New fastfloat_noinline macro in float_common.h.

Two deliberate choices:

Runtime flag, not a template parameter — a template would create a second instantiation of the whole scanner whose icache cost wipes out the gain.
noinline cold slow path — the rare re-parse must stay out of line, or the force-inlined hot scanner gets duplicated into the caller; that bloats the hot frame and lengthens the loop-carried dependency chain, which regresses some targets (notably ARM gcc) even though it removes the spill.

Public from_chars / from_chars_advanced / parsed_number_string_t are unchanged.

Performance

Per-parser microbench (from_chars<double> in a tight loop over each dataset, median of 5, pinned core). base → this PR, MB/s (Δ%), vs current tip:

Target	random	canada	mesh
ARM Neoverse-V2 (Graviton4) gcc	1087 → 1907 (+75%)	948 → 1645 (+73%)	503 → 1489 (+196%)
ARM Neoverse-V2 (Graviton4) clang	1347 → 1449 (+8%)	1049 → 1135 (+8%)	879 → 976 (+11%)
Intel Ice Lake (Xeon 8360Y) gcc	1142 → 1358 (+19%)	973 → 1138 (+17%)	814 → 955 (+17%)
Intel Cascade Lake (Xeon 6248) gcc	681 → 800 (+18%)	599 → 705 (+18%)	448 → 548 (+22%)
Intel Cascade Lake (Xeon 6248) clang	528 → 595 (+13%)	431 → 528 (+23%)	311 → 365 (+17%)

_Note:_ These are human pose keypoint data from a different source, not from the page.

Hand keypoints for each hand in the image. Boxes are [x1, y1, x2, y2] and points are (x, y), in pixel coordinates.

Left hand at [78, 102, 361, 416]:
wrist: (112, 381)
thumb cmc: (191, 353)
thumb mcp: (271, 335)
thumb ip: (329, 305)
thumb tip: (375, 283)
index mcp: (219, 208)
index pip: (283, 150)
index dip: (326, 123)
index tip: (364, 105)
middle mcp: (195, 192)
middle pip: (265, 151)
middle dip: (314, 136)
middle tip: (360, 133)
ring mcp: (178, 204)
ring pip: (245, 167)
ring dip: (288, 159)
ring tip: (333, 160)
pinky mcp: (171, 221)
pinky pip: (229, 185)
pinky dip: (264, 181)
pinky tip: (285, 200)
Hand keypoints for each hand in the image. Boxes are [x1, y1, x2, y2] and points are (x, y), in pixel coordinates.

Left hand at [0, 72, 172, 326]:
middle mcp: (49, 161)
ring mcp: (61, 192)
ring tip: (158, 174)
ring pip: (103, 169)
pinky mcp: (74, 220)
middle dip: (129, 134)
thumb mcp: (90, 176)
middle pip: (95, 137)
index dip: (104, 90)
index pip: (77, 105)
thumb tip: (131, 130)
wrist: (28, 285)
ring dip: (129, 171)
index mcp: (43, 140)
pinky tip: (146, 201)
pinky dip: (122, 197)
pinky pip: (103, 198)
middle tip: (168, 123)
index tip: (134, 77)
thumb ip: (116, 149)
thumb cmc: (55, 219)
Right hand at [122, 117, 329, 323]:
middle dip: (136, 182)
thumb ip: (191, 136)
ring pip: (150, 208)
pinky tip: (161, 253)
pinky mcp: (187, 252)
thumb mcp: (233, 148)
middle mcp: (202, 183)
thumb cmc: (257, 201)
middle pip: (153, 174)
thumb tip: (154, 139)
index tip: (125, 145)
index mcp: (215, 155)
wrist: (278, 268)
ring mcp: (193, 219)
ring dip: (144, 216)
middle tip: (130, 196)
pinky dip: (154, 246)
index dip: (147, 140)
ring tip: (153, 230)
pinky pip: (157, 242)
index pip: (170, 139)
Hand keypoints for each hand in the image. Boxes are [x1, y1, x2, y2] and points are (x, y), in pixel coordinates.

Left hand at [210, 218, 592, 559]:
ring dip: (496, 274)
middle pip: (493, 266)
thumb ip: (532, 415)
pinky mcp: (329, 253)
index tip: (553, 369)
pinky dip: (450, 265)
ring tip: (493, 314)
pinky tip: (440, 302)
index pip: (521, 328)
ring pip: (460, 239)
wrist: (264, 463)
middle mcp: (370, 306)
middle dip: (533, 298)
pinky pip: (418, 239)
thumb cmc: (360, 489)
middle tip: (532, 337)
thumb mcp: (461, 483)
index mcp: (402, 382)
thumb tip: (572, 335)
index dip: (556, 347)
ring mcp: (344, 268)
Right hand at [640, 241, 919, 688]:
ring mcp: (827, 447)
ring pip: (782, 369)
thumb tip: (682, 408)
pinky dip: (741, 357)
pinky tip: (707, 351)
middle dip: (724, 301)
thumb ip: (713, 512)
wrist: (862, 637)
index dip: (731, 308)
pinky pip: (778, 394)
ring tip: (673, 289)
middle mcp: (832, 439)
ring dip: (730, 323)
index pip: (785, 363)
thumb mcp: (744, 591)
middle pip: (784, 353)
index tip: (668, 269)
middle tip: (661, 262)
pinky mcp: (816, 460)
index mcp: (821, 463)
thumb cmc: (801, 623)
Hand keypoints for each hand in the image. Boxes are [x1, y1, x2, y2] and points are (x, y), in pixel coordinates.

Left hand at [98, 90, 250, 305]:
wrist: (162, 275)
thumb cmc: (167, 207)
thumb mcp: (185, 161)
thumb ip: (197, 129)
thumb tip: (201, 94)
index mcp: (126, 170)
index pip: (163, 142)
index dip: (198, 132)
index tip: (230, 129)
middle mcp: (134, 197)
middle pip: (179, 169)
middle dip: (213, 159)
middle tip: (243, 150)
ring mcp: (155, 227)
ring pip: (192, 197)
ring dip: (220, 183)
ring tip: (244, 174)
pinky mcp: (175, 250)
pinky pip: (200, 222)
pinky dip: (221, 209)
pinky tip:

float mirrors double (e.g. ARM gcc float: +72% / +71% / +172%). The win is largest where the base codegen spilled the struct most (ARM gcc); clang baselines that already partly avoided the spill gain less. (Drift-controlled: the unchanged ffc-vs-fast_float control row was flat across base/patch on these nodes.)

Intel TMA (top-down), Ice Lake (Xeon 8360Y), short floats (`mesh`)

Isolated fast_float microbench under perf stat -M TopdownL1/L2:

	base	this PR
Backend-Bound	26.0%	2.2%
Retiring	60.3%	77.3%
pipeline slots (TOPDOWN.SLOTS)	37.2 B	23.7 B (−36%)
wall time (same work)	2.41 s	1.53 s (−37%)

The base spends 26% of pipeline slots backend-bound on the span spill; this PR collapses that to 2.2% and lifts retiring to 77%, with 36% fewer issued slots. That is the microarchitectural mechanism behind the throughput numbers above.

Correctness

Full float-exhaustive suite passes: exhaustive32, exhaustive32_64, exhaustive32_midpoint, random64 — all "all ok".
A 2³² single-precision sweep is byte-identical to the current tip.
Core + supplemental tests pass under -Werror -Wall -Wextra -Wconversion.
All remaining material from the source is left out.